In 2020, he was one of the founders and subsequently secretary of the People's Initiative. The movement aimed to organize a campaign to reinstate direct elections for the mayor of Yekaterinburg, which had been abolished following Yevgeny Roizman's unexpected victory in the 2013 elections. The People's Initiative was a political coalition of Open Russia, Yabloko, and Navalny Headquarters. The movement itself was subjected to persecution, criticism, and discreditation by official authorities in Yekaterinburg and the Sverdlovsk Oblast, particularly Lyudmila Babushkina. Ultimately, the movement managed to collect signatures. However, the Legislative Assembly of the Sverdlovsk region rejected the return of direct elections as part of the people's initiative.
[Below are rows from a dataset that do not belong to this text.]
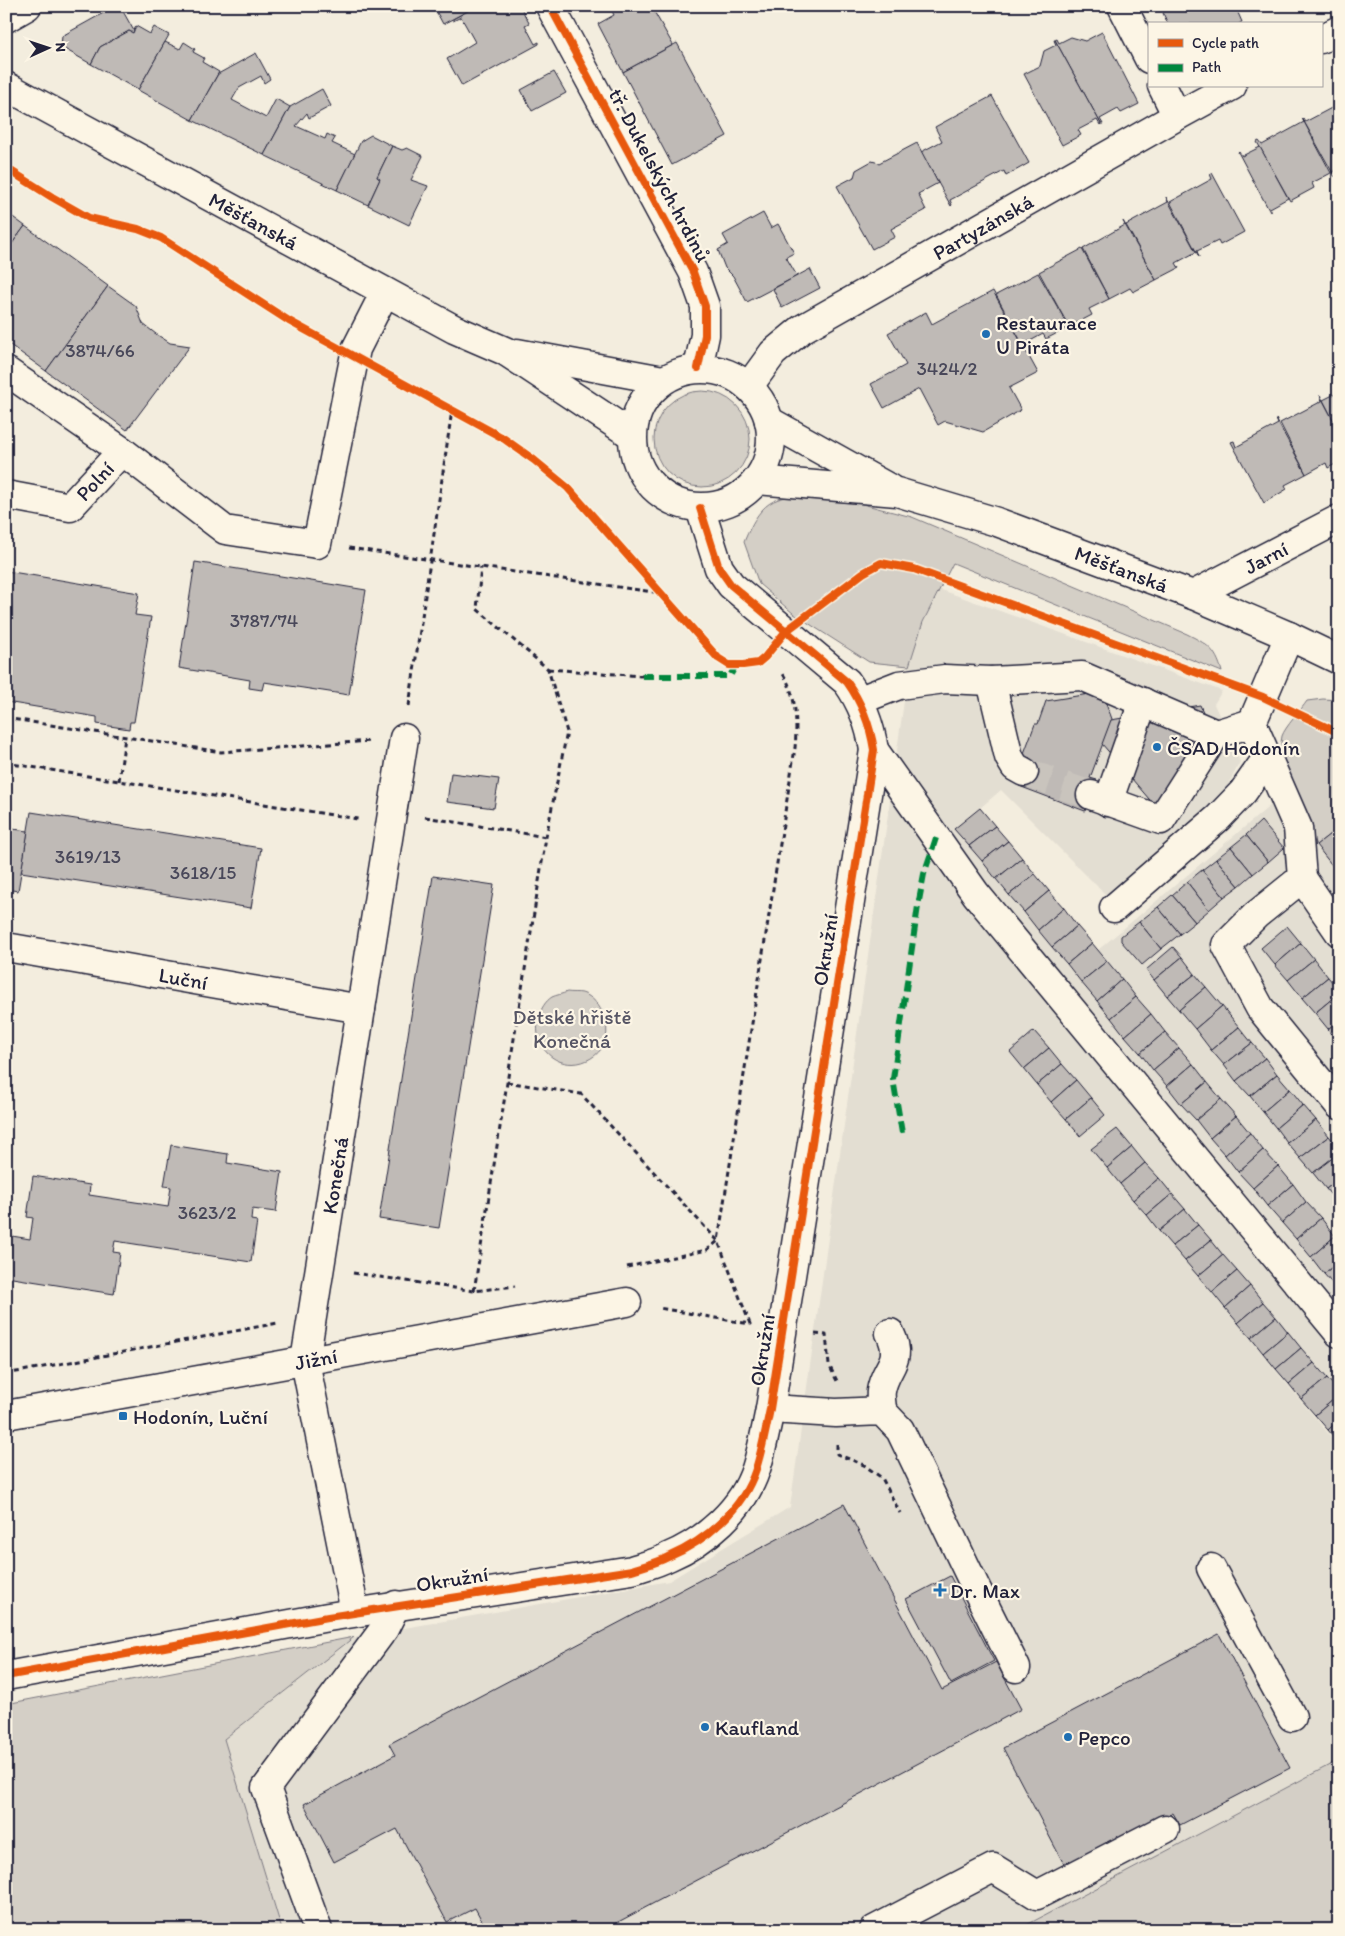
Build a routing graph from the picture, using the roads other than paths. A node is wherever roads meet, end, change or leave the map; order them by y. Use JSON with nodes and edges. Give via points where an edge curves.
{"nodes":[{"id":1,"x":27,"y":6,"type":"edge"},
{"id":2,"x":550,"y":6,"type":"edge"},
{"id":3,"x":1122,"y":6,"type":"edge"},
{"id":4,"x":6,"y":18,"type":"edge"},
{"id":5,"x":1339,"y":30,"type":"edge"},
{"id":6,"x":1322,"y":38,"type":"edge"},
{"id":7,"x":1148,"y":58,"type":"edge"},
{"id":8,"x":6,"y":86,"type":"edge"},
{"id":9,"x":1163,"y":88,"type":"edge"},
{"id":10,"x":1228,"y":88,"type":"edge"},
{"id":11,"x":1177,"y":116,"type":"junction"},
{"id":12,"x":385,"y":292,"type":"junction"},
{"id":13,"x":505,"y":351,"type":"junction"},
{"id":14,"x":698,"y":368,"type":"junction"},
{"id":15,"x":6,"y":371,"type":"edge"},
{"id":16,"x":663,"y":380,"type":"junction"},
{"id":17,"x":749,"y":386,"type":"junction"},
{"id":18,"x":769,"y":421,"type":"junction"},
{"id":19,"x":632,"y":435,"type":"junction"},
{"id":20,"x":122,"y":451,"type":"junction"},
{"id":21,"x":757,"y":480,"type":"junction"},
{"id":22,"x":897,"y":492,"type":"junction"},
{"id":23,"x":6,"y":495,"type":"edge"},
{"id":24,"x":700,"y":508,"type":"junction"},
{"id":25,"x":1339,"y":519,"type":"edge"},
{"id":26,"x":1193,"y":595,"type":"junction"},
{"id":27,"x":1289,"y":636,"type":"junction"},
{"id":28,"x":1339,"y":660,"type":"edge"},
{"id":29,"x":991,"y":681,"type":"junction"},
{"id":30,"x":860,"y":700,"type":"junction"},
{"id":31,"x":1143,"y":702,"type":"junction"},
{"id":32,"x":1252,"y":723,"type":"junction"},
{"id":33,"x":1216,"y":734,"type":"junction"},
{"id":34,"x":404,"y":738,"type":"road end"},
{"id":35,"x":874,"y":750,"type":"junction"},
{"id":36,"x":1267,"y":758,"type":"junction"},
{"id":37,"x":1024,"y":772,"type":"tunnel mouth"},
{"id":38,"x":1302,"y":878,"type":"junction"},
{"id":39,"x":1114,"y":908,"type":"dead end"},
{"id":40,"x":1339,"y":932,"type":"edge"},
{"id":41,"x":6,"y":947,"type":"edge"},
{"id":42,"x":362,"y":1009,"type":"junction"},
{"id":43,"x":1339,"y":1105,"type":"edge"},
{"id":44,"x":627,"y":1302,"type":"road end"},
{"id":45,"x":1339,"y":1333,"type":"edge"},
{"id":46,"x":890,"y":1334,"type":"dead end"},
{"id":47,"x":305,"y":1361,"type":"junction"},
{"id":48,"x":770,"y":1409,"type":"junction"},
{"id":49,"x":882,"y":1411,"type":"junction"},
{"id":50,"x":6,"y":1415,"type":"edge"},
{"id":51,"x":1211,"y":1568,"type":"dead end"},
{"id":52,"x":396,"y":1605,"type":"junction"},
{"id":53,"x":355,"y":1612,"type":"junction"},
{"id":54,"x":1016,"y":1668,"type":"dead end"},
{"id":55,"x":6,"y":1676,"type":"edge"},
{"id":56,"x":1292,"y":1717,"type":"dead end"},
{"id":57,"x":1165,"y":1830,"type":"dead end"},
{"id":58,"x":318,"y":1930,"type":"edge"},
{"id":59,"x":874,"y":1930,"type":"edge"}],
"edges":[{"from":1,"to":4,"type":"street"},
{"from":2,"to":14,"type":"street","name":"tř. Dukelských hrdinů","via":[[692,272],[705,306],[705,335]]},
{"from":3,"to":7,"type":"street"},
{"from":5,"to":6,"type":"street"},
{"from":8,"to":12,"type":"street","name":"Měšťanská"},
{"from":9,"to":11,"type":"street"},
{"from":10,"to":11,"type":"street","name":"Partyzánská"},
{"from":11,"to":17,"type":"street","name":"Partyzánská","via":[[802,329],[773,353]]},
{"from":12,"to":13,"type":"street","name":"Měšťanská","via":[[454,329]]},
{"from":12,"to":20,"type":"street","via":[[356,349],[317,544],[225,530]]},
{"from":13,"to":16,"type":"street","name":"Měšťanská"},
{"from":13,"to":19,"type":"street","name":"Měšťanská"},
{"from":14,"to":16,"type":"street"},
{"from":14,"to":17,"type":"street","via":[[725,372]]},
{"from":15,"to":20,"type":"street"},
{"from":16,"to":19,"type":"street","via":[[647,395],[636,414]]},
{"from":17,"to":18,"type":"street"},
{"from":18,"to":21,"type":"street","via":[[771,442],[767,462]]},
{"from":18,"to":22,"type":"street","name":"Měšťanská"},
{"from":19,"to":24,"type":"street","via":[[638,466],[646,480],[670,500]]},
{"from":20,"to":23,"type":"street","name":"Polní","via":[[70,507]]},
{"from":21,"to":22,"type":"street","name":"Měšťanská"},
{"from":21,"to":24,"type":"street","via":[[732,501]]},
{"from":22,"to":26,"type":"street","name":"Měšťanská","via":[[997,522]]},
{"from":24,"to":30,"type":"street","name":"Okružní","via":[[719,568],[731,586],[847,682]]},
{"from":25,"to":26,"type":"street","name":"Jarní"},
{"from":26,"to":27,"type":"street","name":"Měšťanská"},
{"from":27,"to":28,"type":"street","name":"Měšťanská"},
{"from":27,"to":32,"type":"street"},
{"from":29,"to":30,"type":"street","via":[[945,679],[899,685]]},
{"from":29,"to":31,"type":"street","via":[[1082,676]]},
{"from":29,"to":37,"type":"street","via":[[1009,757],[1015,767]]},
{"from":30,"to":35,"type":"street","name":"Okružní"},
{"from":31,"to":33,"type":"street"},
{"from":31,"to":33,"type":"street","via":[[1100,798],[1160,820]]},
{"from":32,"to":33,"type":"street"},
{"from":32,"to":36,"type":"street"},
{"from":34,"to":42,"type":"street","name":"Konečná"},
{"from":35,"to":45,"type":"street","via":[[976,894]]},
{"from":35,"to":48,"type":"street","name":"Okružní"},
{"from":36,"to":38,"type":"street","via":[[1298,828]]},
{"from":36,"to":39,"type":"street","via":[[1243,792],[1218,818]]},
{"from":38,"to":40,"type":"street"},
{"from":38,"to":43,"type":"street","via":[[1226,944],[1260,1008]]},
{"from":41,"to":42,"type":"street","name":"Luční"},
{"from":42,"to":47,"type":"street","name":"Konečná"},
{"from":44,"to":47,"type":"street","name":"Jižní"},
{"from":46,"to":49,"type":"street","via":[[896,1345],[895,1357],[881,1390]]},
{"from":47,"to":50,"type":"street","name":"Jižní"},
{"from":47,"to":53,"type":"street","name":"Konečná"},
{"from":48,"to":49,"type":"street"},
{"from":48,"to":52,"type":"street","name":"Okružní","via":[[755,1471],[743,1498],[725,1519],[697,1542],[668,1558],[632,1570]]},
{"from":49,"to":54,"type":"street","via":[[900,1430]]},
{"from":51,"to":56,"type":"street"},
{"from":52,"to":53,"type":"street","name":"Okružní"},
{"from":52,"to":58,"type":"street","via":[[384,1628],[266,1788]]},
{"from":53,"to":55,"type":"street","name":"Okružní"},
{"from":57,"to":59,"type":"street","via":[[1037,1896],[993,1868]]}]}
That same year, he was one of the initiators of the electoral commission's refusal to serve as a full member during the vote on the constitutional amendments. He was a Yabloko candidate in the 2020 by-election to the Yekaterinburg City Duma, finishing second with 20.91% of the vote. Following the election, he was subject to political persecution: he was accused of allegedly failing to campaign for himself while being a member of the precinct election commission. The case was dismissed by the court in 2021 due to lack of evidence of wrongdoing.

In 2021, he unsuccessfully ran for mayor of Yekaterinburg as part of the Yekaterinburg City Duma commission. He also ran for the Legislative Assembly of the Sverdlovsk Oblast as a Yabloko candidate, finishing second with 20.60% of the vote.

Between 2020 and 2021, Postnikov began to move away from activism and politics, transitioning to journalism. In 2020, he became editor-in-chief, and then, in 2021, editor-in-chief of Vecherniye Vedomosti. Under Postnikov's leadership, the publication became one of the few Ural media outlets to provide detailed and open coverage of the anti-war protests in Yekaterinburg and the Urals. For this, political persecution began against him in 2022. Searches were organized against Vladislav, and he was also fined for refusing to remove posts about protests from the publication's Telegram channel.

On February 28, 2025, Vladislav Postnikov was detained by police for displaying extremist symbols in a post on his Telegram channel. It reported on fake videos featuring politicians Alexei Navalny and Leonid Volkov, allegedly calling on Russians not to vote in the 2026 election to the State Duma. The video featured the logo of Navalny Headquarters — a red exclamation mark on a white background, recognized as an extremist symbol. Following his release, he was immediately arrested again on March 14. This time, the Leninsky District Court of Nizhny Tagil found him guilty of publications from 2020 to 2021, one of which featured an exclamation mark associated with the Anti-Corruption Foundation's "Smart Voting" project. Following his release on March 28, he was immediately arrested a third time. However, taking advantage of the inattention of police officers, as well as the fact that a report had not yet been drawn up against him, he simply walked out of the police building and fled the region.

After his release, he fell ill due to the conditions in the pretrial detention center, complained of deteriorating health, and refused to report to the police without an official summons. However, despite persecution, he refused to leave Russia. In April 2025, he was stripped of his powers as a member of the electoral commission.